En ce qui concerne les implications territoriales de l’emploi de la force, il s’agit avant tout de l’interdiction de violer les frontières internationales existantes d‘un autre Etat comme moyen de résoudre un différend territorial. De même, tout Etat a le devoir de s‘abstenir de recourir à la menace ou à l‘emploi de la force pour violer les lignes internationales de démarcation, telles que les lignes d‘armistice, établies par un accord international. En deuxième lieu, le principe pour lequel nulle acquisition territoriale obtenue par la menace ou l‘emploi de la force ne sera reconnue comme légale. Cela vaut également pour ce qui en est le corollaire, l’illicéité de toute acquisition de territoire résultant de la menace ou de l‘emploi de la force.
Pour ce qui est, enfin, des chevauchements entre les deux principes, il s’agit, en premier lieu, de l’extension de l’autodétermination aux peuples soumis à la domination étrangère suite à l’occupation militaire d’un territoire. En second lieu, il faut signaler que la CIJ, à partir des principes énoncés par une série de résolutions de l’AG des NU, a confirmé la nature coutumière du principe par lequel «[t]out Etat a le devoir de s‘abstenir de recourir à toute mesure de coercition qui priverait un peuple de son droit à l’autodétermination».
Enfin, la violation de ces obligations entraîne des sanctions collectives, c’est-à-dire adoptables par tout Etat et par les organisations internationales et régionales.
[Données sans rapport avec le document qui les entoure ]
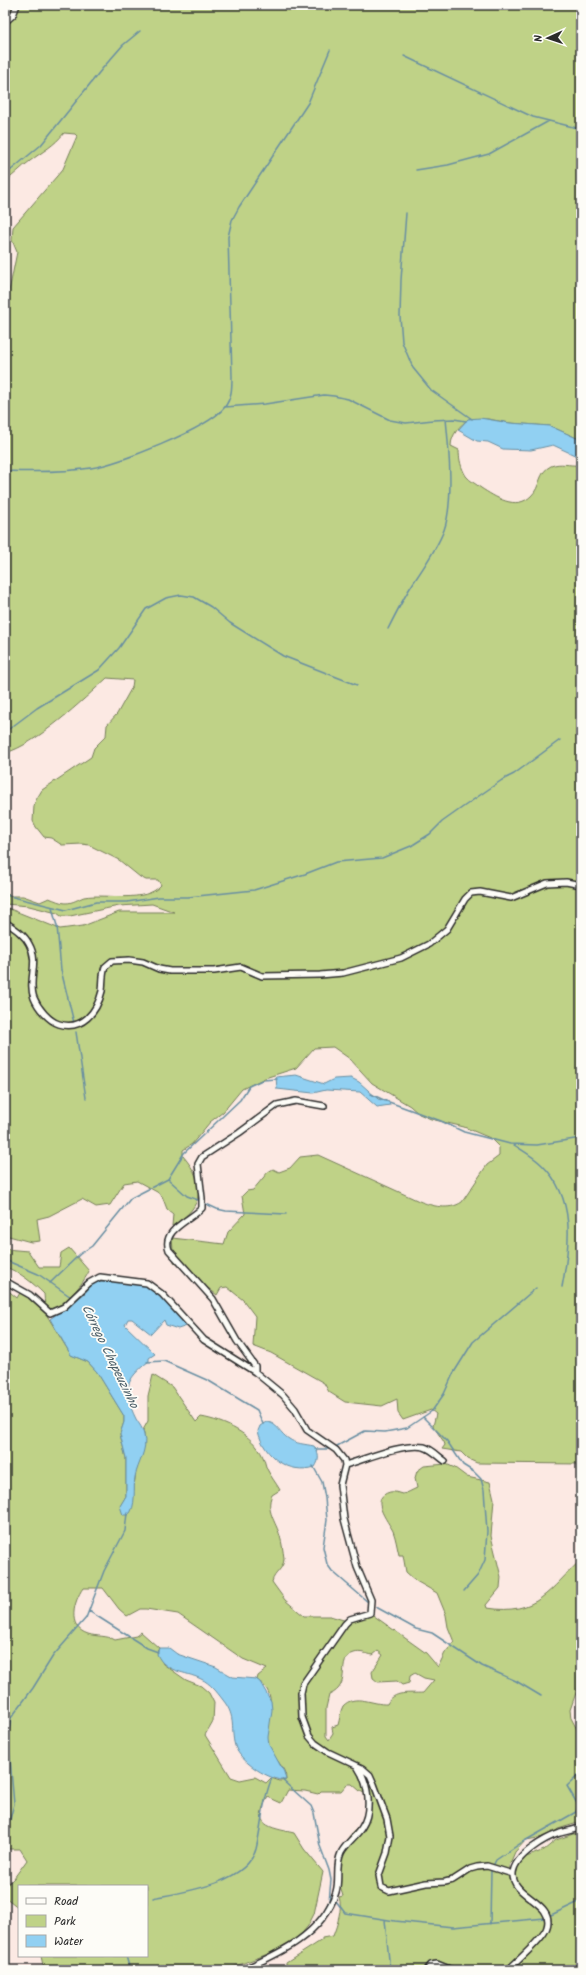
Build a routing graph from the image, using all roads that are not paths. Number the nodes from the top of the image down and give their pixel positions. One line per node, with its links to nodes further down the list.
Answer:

Pour ce qui est des mesures étatiques, la CIJ et la Commission du droit international des NU mentionnent l’obligation de tous les Etats de ne pas reconnaître comme légitime la situation créée par la violation du principe d’autodétermination et de l’interdiction de l’emploi de la force; de ne pas prêter aide ou assistance au maintien de cette situation illicite. En ce qui concerne les organisations internationales, les organes des NU en particulier, elles doivent intervenir avec leurs moyens pour obtenir la cessation des violations en question.